Classes Weighting

General information

Classes weights can be used in order to balance the dataset. They give all the classes equal importance on gradient updates when model is training regardless of how many samples we have from each class in the training data. This prevents models from predicting the more frequent class more often just because it’s more common.


Brick Locations

Bricks Machine Learning → Classes Weighting

Brick Parameters

  • Target variable
    • The column which contains target variable of classes.
  • Weights adjustment
    • In order to activate it, run the pipeline.
      There you can enter the weights or use ‘Auto Suggestion’ to do it in the optimized way.

Brick Inputs/Outputs

  • Inputs
    • Brick takes the classified dataset.
  • Outputs
    • Brick produces the dataset with a weighted column.

Example of usage

Let's consider the binary classification problem
Binary classification : Titanic
The dataset is unbalanced since Survived column contains less zero than one.

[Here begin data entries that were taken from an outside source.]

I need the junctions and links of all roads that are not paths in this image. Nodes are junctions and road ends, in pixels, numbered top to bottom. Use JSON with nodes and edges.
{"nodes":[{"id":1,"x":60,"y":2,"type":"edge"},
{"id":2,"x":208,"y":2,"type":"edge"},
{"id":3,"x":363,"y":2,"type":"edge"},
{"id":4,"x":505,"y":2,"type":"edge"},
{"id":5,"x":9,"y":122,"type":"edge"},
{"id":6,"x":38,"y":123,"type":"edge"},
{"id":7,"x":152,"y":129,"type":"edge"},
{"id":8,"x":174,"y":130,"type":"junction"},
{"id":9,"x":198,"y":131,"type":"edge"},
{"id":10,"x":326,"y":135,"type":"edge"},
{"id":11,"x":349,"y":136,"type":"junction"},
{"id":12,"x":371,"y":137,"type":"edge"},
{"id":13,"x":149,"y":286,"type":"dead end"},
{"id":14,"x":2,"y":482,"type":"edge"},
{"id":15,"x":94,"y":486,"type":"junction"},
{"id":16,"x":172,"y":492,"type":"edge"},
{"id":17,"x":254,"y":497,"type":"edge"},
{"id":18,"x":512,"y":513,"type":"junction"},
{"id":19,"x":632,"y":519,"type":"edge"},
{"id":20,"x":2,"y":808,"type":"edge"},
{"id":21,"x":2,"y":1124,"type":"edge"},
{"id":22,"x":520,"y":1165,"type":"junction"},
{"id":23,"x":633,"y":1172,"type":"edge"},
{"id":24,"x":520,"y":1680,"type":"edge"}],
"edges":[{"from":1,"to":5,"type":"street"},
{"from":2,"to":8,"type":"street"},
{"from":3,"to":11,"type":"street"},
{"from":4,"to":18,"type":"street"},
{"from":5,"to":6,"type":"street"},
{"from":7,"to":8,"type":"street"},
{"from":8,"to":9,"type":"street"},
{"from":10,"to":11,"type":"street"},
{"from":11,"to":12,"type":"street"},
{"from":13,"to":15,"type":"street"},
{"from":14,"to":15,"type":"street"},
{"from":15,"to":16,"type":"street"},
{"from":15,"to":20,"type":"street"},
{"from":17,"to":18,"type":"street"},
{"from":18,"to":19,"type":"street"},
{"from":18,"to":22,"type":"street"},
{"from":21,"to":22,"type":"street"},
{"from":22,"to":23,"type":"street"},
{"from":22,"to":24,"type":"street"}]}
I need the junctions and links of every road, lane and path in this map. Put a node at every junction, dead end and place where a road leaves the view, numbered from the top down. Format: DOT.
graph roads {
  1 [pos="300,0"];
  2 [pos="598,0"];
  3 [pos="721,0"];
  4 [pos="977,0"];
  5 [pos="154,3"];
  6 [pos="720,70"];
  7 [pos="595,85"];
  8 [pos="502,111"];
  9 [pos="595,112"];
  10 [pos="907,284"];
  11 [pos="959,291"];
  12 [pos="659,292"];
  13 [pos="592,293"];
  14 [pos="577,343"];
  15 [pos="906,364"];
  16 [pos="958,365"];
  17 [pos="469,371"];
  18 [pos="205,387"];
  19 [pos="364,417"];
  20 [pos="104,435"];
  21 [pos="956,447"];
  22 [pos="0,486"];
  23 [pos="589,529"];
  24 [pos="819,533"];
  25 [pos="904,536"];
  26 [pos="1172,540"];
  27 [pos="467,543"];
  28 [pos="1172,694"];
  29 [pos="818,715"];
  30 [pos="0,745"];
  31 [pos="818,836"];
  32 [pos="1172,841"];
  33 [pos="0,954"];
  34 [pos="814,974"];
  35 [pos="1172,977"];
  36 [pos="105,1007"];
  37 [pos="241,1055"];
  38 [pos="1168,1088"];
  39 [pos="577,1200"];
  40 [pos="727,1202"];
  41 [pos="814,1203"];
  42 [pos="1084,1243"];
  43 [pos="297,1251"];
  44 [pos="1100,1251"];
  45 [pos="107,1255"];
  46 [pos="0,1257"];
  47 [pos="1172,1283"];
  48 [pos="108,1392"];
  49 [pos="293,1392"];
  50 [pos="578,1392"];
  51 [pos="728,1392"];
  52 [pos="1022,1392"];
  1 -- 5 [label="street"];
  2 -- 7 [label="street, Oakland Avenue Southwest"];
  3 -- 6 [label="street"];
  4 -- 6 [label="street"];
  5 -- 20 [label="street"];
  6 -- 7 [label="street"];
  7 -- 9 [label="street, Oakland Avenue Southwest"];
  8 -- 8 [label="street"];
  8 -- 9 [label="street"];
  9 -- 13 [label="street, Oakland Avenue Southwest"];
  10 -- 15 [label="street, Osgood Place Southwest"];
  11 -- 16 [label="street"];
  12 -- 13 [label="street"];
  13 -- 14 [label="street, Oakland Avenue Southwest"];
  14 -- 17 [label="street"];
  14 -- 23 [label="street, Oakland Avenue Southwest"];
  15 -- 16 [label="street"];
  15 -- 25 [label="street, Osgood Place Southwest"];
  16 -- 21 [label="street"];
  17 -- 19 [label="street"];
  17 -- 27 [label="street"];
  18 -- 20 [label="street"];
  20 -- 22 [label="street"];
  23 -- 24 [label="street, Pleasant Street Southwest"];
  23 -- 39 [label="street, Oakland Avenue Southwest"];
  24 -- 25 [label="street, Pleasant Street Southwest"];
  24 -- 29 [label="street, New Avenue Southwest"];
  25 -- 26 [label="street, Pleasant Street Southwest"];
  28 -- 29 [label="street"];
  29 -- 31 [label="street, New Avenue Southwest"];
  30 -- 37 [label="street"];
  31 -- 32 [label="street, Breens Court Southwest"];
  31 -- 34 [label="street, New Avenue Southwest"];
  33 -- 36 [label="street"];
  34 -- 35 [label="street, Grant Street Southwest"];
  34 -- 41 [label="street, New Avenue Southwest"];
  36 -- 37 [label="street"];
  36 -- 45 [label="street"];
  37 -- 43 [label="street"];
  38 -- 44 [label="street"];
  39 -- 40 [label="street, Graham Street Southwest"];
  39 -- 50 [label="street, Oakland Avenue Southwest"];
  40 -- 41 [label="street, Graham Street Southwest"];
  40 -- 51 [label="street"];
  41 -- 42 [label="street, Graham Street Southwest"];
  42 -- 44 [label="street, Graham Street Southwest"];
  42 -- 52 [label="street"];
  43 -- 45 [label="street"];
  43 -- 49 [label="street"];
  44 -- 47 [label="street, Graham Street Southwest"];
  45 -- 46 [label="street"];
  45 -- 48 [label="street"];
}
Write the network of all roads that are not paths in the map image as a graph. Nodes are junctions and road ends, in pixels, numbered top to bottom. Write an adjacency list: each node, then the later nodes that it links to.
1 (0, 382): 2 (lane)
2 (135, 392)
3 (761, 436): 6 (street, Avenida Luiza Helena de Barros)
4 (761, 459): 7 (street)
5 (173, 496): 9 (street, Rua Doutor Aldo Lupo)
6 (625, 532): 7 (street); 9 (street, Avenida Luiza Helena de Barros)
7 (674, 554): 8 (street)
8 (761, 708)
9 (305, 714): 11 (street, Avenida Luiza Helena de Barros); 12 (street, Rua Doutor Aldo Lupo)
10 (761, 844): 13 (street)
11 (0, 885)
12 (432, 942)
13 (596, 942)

That is why it may be useful to do classes weighting before using machine learning for classification.
We use simple Logistic Regression to classify data and get following result. We notice that even for class 1 we get more predictions of 0 because of imbalance in initial data.
notion image
Let’s add Class Weighting brick to see what will change.
As a ‘Target variable’ we choose ‘survived’ and use ‘Auto Suggestion’.
notion image
notion image
As a result, we get the dataset with a column “normalized weight”.
notion image
Then, to train our model on weighted dataset we choose in sidebar weighting as Balancing method and for Weights column choose our column with normalized weights.
notion image
As a result, we improved all the metrics and increased predicted values ‘1’ in the actual class ‘1’.
notion image